Já a partir de 1953, a atuação do governo era realizada por meio de Planos Quinquenais adaptados do modelo soviético. Os Planos foram os mecanismos básicos de planejamento do governo central, se encontrando em estágios mais atrasados de desenvolvimento, e definiram o funcionamento das fábricas, da agricultura e do comércio, desde o que produzir e quanto produzir, aos preços.
Eles dirigiram as relações entre Estado e empresas, em que o Estado controlava o mercado e a alocação de recursos, cabendo aos setores produtivos atingirem as metas estabelecidas (MIDDLESWORTH, 2013). Em suma, os Planos Quinquenais são ainda os guias da ação dos governos central e locais e do projeto nacional de sociedade (DELGADO, 2015a).

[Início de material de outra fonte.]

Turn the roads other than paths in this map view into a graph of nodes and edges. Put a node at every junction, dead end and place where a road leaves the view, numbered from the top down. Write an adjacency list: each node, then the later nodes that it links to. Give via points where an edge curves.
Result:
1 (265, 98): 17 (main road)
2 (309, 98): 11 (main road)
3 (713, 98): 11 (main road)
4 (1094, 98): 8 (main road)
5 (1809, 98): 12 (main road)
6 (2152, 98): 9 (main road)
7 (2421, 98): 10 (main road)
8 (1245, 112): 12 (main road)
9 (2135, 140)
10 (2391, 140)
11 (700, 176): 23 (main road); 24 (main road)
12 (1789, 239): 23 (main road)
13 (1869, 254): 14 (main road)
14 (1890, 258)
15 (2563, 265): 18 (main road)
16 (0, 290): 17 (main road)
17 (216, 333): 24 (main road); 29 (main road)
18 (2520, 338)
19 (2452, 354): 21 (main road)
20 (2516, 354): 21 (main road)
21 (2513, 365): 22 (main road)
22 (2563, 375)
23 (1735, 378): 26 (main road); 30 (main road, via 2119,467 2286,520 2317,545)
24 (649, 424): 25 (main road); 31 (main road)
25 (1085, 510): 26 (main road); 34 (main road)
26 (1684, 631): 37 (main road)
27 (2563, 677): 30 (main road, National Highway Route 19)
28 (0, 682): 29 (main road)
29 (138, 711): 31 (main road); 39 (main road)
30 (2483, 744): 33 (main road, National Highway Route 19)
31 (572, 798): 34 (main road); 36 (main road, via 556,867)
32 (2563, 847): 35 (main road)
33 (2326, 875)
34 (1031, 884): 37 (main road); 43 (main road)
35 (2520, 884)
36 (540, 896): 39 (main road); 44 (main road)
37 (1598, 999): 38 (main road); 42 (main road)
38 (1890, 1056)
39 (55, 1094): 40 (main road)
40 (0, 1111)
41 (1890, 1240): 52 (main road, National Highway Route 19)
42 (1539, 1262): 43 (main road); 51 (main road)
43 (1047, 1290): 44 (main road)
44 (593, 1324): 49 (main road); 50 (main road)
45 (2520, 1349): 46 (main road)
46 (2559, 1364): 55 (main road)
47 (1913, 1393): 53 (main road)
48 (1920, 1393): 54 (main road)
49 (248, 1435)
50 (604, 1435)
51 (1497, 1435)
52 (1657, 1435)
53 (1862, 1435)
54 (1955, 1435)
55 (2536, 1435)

Recorde-se que na década de 1950, a China procurou o auxílio da URSS para a implantação de sua indústria automotiva, que passou a produzir modelos de origem soviética ou do leste europeu a partir de 1956. Posteriormente, Mao Tsé-Tung procurou industrializar o país através da criação de novas montadoras em cidades estratégicas como Xangai, Pequim e Nanquim, proibindo a importação de veículos (KABUTH, 2003, TANG, 2012).
Ora, a falta de capital era um dilema em todos os países em desenvolvimento. Para a China se apresentaram dois modelos:
Primeiro, a permissão da entrada das multinacionais, que instalaram subsidiárias e investiram na produção local, como no Brasil.
Segundo, a limitação da entrada das multinacionais, ao mesmo tempo em que o país comprava tecnologia externa e fomentava o desenvolvimento de campeões nacionais, como no Japão e na Coréia do Sul.
Com isso em perspectiva, a China utilizou uma clivagem. Por um vértice, o governo permitiu a entrada das multinacionais em joint ventures, pois o país necessitava de capital, tecnologia e experiência. Por outro, o governo se comprometeu com o desenvolvimento da indústria nacional (HEILMANN; SHIH, 2013). Concomitantemente, foi lançado o Quarto Plano Quinquenal (1971-1975), com foco na produção industrial e agrária (CHINA, 2015d).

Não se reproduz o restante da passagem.